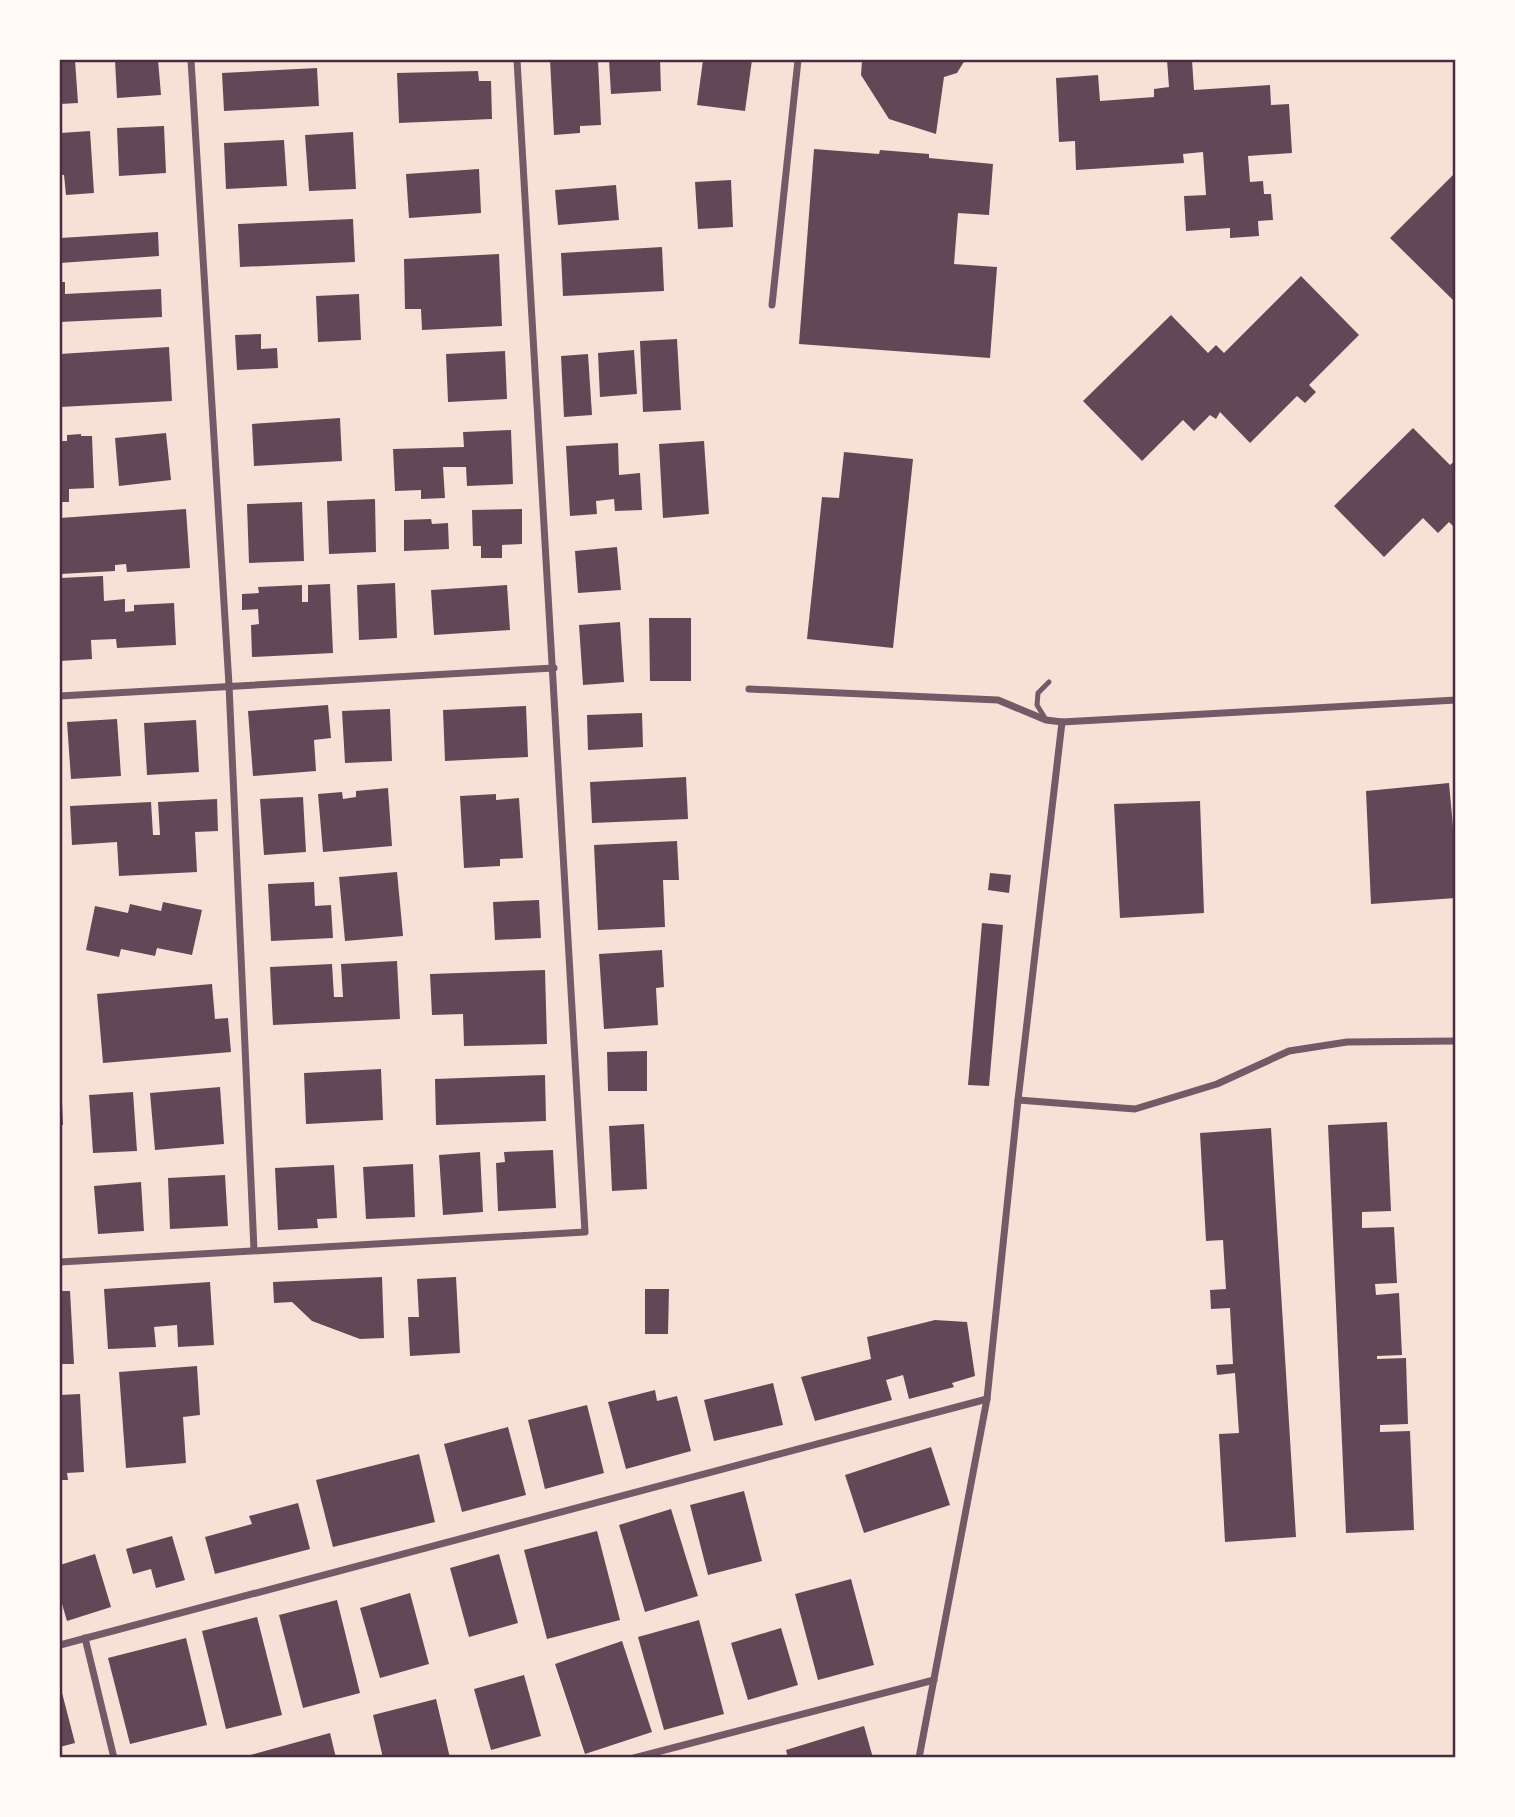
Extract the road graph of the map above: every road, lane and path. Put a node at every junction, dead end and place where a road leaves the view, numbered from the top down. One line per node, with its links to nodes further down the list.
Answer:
1 (191, 60): 7 (street)
2 (517, 60): 5 (street)
3 (798, 60): 4 (street)
4 (772, 305)
5 (554, 668): 7 (street); 15 (street)
6 (1049, 682): 11 (lane)
7 (229, 685): 9 (street); 15 (street)
8 (749, 689): 11 (street)
9 (60, 696)
10 (1455, 701): 12 (street)
11 (1046, 720): 12 (street)
12 (1062, 722): 14 (street)
13 (1455, 1041): 14 (street)
14 (1018, 1100): 17 (street)
15 (254, 1250): 16 (street)
16 (60, 1262)
17 (987, 1399): 18 (street); 20 (street)
18 (85, 1638): 19 (street); 21 (street)
19 (60, 1645)
20 (934, 1680): 22 (street); 23 (street)
21 (114, 1758)
22 (634, 1758)
23 (919, 1758)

> **WHAT IS NEEDED**
Each line of the data needs to be output exactly, with any image excluded.

> **EXERCISE RESULT**
Extract the road graph of the map above: every road, lane and path. Put a node at every junction, dead end and place where a road leaves the view, numbered from the top down. One line per node, with its links to nodes further down the list.
Answer:
1 (191, 60): 7 (street)
2 (517, 60): 5 (street)
3 (798, 60): 4 (street)
4 (772, 305)
5 (554, 668): 7 (street); 15 (street)
6 (1049, 682): 11 (lane)
7 (229, 685): 9 (street); 15 (street)
8 (749, 689): 11 (street)
9 (60, 696)
10 (1455, 701): 12 (street)
11 (1046, 720): 12 (street)
12 (1062, 722): 14 (street)
13 (1455, 1041): 14 (street)
14 (1018, 1100): 17 (street)
15 (254, 1250): 16 (street)
16 (60, 1262)
17 (987, 1399): 18 (street); 20 (street)
18 (85, 1638): 19 (street); 21 (street)
19 (60, 1645)
20 (934, 1680): 22 (street); 23 (street)
21 (114, 1758)
22 (634, 1758)
23 (919, 1758)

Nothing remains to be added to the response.